### PROBLEM STATEMENT
Gather every line below where "GUIDO" appears.

### INPUT
□ □ □ □ □
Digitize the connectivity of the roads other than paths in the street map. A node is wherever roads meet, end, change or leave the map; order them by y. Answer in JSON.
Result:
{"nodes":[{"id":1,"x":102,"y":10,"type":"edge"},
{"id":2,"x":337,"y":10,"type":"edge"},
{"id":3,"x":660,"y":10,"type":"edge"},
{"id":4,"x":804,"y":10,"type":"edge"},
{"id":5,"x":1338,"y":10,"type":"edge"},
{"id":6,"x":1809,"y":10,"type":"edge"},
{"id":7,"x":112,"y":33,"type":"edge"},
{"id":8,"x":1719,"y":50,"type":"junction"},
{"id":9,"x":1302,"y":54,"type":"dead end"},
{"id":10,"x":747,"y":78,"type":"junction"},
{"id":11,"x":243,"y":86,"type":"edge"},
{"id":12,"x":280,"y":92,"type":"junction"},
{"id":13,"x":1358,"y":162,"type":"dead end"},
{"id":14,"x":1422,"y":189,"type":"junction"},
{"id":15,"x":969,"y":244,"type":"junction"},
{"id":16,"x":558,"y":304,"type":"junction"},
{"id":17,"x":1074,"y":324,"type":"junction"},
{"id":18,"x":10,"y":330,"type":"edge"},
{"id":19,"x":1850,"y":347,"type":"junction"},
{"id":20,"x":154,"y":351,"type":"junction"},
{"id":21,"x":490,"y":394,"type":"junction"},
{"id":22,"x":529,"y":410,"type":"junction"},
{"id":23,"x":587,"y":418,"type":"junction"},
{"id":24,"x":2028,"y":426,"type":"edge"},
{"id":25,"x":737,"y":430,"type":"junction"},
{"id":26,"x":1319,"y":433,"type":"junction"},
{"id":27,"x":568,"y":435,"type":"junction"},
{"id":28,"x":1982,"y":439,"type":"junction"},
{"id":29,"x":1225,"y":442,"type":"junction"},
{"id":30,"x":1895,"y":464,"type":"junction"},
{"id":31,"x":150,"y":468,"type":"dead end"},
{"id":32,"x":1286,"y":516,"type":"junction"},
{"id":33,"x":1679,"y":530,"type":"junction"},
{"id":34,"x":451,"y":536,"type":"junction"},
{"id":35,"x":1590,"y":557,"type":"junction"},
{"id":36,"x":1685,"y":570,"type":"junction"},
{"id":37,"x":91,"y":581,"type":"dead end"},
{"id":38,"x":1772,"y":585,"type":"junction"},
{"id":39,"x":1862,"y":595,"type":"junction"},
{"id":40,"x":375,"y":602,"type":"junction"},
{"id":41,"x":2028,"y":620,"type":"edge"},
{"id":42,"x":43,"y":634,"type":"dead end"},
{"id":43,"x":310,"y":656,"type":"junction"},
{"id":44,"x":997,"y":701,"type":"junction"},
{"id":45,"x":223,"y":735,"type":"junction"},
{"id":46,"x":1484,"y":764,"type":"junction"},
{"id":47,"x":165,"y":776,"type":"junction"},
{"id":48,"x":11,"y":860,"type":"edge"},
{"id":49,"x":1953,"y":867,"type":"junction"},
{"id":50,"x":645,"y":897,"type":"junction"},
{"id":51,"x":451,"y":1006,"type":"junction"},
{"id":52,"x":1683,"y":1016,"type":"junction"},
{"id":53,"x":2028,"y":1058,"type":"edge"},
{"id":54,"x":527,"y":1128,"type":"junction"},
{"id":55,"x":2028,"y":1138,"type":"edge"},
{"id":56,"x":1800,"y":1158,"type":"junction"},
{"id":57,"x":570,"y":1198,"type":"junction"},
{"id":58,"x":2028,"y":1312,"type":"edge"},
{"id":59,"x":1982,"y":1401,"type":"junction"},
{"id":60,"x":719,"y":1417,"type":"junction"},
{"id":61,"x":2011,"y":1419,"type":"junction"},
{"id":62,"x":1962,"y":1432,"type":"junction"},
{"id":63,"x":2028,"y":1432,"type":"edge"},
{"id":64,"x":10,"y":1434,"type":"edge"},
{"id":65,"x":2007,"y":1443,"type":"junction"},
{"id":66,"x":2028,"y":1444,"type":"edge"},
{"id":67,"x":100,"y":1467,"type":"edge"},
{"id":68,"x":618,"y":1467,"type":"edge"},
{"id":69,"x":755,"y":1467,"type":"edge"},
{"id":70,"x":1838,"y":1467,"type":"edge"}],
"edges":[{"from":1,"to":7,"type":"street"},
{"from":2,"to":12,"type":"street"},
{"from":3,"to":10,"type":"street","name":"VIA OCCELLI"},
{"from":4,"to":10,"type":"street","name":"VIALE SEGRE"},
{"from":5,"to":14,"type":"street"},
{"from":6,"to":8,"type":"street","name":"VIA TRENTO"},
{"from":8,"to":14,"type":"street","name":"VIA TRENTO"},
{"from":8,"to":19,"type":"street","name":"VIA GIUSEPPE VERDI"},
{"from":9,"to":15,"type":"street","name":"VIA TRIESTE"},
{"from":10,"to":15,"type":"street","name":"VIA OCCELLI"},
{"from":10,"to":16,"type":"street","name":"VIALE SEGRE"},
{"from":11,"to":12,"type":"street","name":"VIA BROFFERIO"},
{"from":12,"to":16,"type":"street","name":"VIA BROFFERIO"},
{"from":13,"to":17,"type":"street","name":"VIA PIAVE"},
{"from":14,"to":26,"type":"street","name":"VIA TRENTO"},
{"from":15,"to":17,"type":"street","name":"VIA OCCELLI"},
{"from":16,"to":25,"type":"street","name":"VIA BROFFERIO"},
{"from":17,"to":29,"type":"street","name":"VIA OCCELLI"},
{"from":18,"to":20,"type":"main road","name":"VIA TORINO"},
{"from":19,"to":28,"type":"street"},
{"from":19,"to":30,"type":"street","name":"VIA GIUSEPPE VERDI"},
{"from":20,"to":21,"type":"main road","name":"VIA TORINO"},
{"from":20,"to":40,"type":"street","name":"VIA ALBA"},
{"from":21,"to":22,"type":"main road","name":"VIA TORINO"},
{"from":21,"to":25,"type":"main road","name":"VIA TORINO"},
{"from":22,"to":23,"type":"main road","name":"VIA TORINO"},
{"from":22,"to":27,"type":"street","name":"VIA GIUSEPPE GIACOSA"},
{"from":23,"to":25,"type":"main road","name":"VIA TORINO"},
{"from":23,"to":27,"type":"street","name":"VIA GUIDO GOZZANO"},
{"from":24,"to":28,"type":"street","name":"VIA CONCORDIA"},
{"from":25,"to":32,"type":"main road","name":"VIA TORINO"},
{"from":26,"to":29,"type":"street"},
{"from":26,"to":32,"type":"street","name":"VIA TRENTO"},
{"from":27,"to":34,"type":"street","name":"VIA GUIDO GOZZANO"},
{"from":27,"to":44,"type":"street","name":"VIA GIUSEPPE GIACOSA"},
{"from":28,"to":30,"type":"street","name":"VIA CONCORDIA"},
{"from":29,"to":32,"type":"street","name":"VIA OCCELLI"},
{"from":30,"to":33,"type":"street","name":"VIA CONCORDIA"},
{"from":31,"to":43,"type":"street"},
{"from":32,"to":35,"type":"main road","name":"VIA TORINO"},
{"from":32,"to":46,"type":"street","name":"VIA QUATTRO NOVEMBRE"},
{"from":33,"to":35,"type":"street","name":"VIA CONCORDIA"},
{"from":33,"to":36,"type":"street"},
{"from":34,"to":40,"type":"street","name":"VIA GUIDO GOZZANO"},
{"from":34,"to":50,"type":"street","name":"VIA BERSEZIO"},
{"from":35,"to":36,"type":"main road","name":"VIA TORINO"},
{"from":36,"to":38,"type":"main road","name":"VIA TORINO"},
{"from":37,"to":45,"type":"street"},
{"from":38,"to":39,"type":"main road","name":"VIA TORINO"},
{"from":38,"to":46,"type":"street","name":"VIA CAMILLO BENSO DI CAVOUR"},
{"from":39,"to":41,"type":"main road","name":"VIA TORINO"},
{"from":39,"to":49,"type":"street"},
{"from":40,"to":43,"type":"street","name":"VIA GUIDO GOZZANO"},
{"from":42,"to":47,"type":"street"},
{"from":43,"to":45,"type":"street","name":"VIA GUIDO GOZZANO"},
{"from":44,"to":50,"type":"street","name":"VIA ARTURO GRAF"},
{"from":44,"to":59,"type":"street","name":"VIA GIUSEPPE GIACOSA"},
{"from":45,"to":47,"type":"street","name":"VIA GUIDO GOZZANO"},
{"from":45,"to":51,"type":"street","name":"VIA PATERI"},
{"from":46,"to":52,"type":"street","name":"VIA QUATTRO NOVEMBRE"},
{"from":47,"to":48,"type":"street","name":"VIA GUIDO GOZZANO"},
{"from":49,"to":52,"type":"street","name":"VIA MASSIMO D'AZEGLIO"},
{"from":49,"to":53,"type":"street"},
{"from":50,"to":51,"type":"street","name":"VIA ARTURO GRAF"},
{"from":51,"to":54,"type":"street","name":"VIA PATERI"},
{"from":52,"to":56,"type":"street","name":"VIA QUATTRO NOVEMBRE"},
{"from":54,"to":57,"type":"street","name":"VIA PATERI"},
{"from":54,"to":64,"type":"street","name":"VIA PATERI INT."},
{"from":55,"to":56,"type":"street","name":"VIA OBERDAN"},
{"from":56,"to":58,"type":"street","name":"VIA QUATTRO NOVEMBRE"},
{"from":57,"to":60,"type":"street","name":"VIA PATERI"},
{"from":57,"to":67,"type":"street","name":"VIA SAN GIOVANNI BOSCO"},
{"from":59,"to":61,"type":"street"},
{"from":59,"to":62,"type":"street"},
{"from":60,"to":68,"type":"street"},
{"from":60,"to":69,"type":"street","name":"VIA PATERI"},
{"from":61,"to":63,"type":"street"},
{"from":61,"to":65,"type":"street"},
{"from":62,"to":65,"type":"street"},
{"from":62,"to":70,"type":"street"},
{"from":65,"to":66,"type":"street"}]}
□ □ □ □ □
### TASK RESPONSE
{"from":23,"to":27,"type":"street","name":"VIA GUIDO GOZZANO"},
{"from":27,"to":34,"type":"street","name":"VIA GUIDO GOZZANO"},
{"from":34,"to":40,"type":"street","name":"VIA GUIDO GOZZANO"},
{"from":40,"to":43,"type":"street","name":"VIA GUIDO GOZZANO"},
{"from":43,"to":45,"type":"street","name":"VIA GUIDO GOZZANO"},
{"from":45,"to":47,"type":"street","name":"VIA GUIDO GOZZANO"},
{"from":47,"to":48,"type":"street","name":"VIA GUIDO GOZZANO"},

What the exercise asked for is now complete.